_Exercise objective_: Repeat the data exactly, please.
╔══
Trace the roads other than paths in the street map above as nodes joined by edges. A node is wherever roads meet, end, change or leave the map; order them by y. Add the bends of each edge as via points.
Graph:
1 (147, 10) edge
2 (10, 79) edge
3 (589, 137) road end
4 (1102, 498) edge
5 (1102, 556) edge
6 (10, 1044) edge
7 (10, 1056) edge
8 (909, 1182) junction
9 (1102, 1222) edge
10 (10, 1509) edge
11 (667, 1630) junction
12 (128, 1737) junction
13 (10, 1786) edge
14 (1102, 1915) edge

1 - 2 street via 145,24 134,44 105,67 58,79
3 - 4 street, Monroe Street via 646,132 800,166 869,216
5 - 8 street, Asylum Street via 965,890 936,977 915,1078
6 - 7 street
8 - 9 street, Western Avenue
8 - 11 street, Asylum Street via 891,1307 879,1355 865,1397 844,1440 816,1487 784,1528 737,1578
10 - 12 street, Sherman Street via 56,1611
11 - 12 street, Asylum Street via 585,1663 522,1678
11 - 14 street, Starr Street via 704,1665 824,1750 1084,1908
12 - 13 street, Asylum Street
╚══
_Solution to this task_:
Trace the roads other than paths in the street map above as nodes joined by edges. A node is wherever roads meet, end, change or leave the map; order them by y. Add the bends of each edge as via points.
Graph:
1 (147, 10) edge
2 (10, 79) edge
3 (589, 137) road end
4 (1102, 498) edge
5 (1102, 556) edge
6 (10, 1044) edge
7 (10, 1056) edge
8 (909, 1182) junction
9 (1102, 1222) edge
10 (10, 1509) edge
11 (667, 1630) junction
12 (128, 1737) junction
13 (10, 1786) edge
14 (1102, 1915) edge

1 - 2 street via 145,24 134,44 105,67 58,79
3 - 4 street, Monroe Street via 646,132 800,166 869,216
5 - 8 street, Asylum Street via 965,890 936,977 915,1078
6 - 7 street
8 - 9 street, Western Avenue
8 - 11 street, Asylum Street via 891,1307 879,1355 865,1397 844,1440 816,1487 784,1528 737,1578
10 - 12 street, Sherman Street via 56,1611
11 - 12 street, Asylum Street via 585,1663 522,1678
11 - 14 street, Starr Street via 704,1665 824,1750 1084,1908
12 - 13 street, Asylum Street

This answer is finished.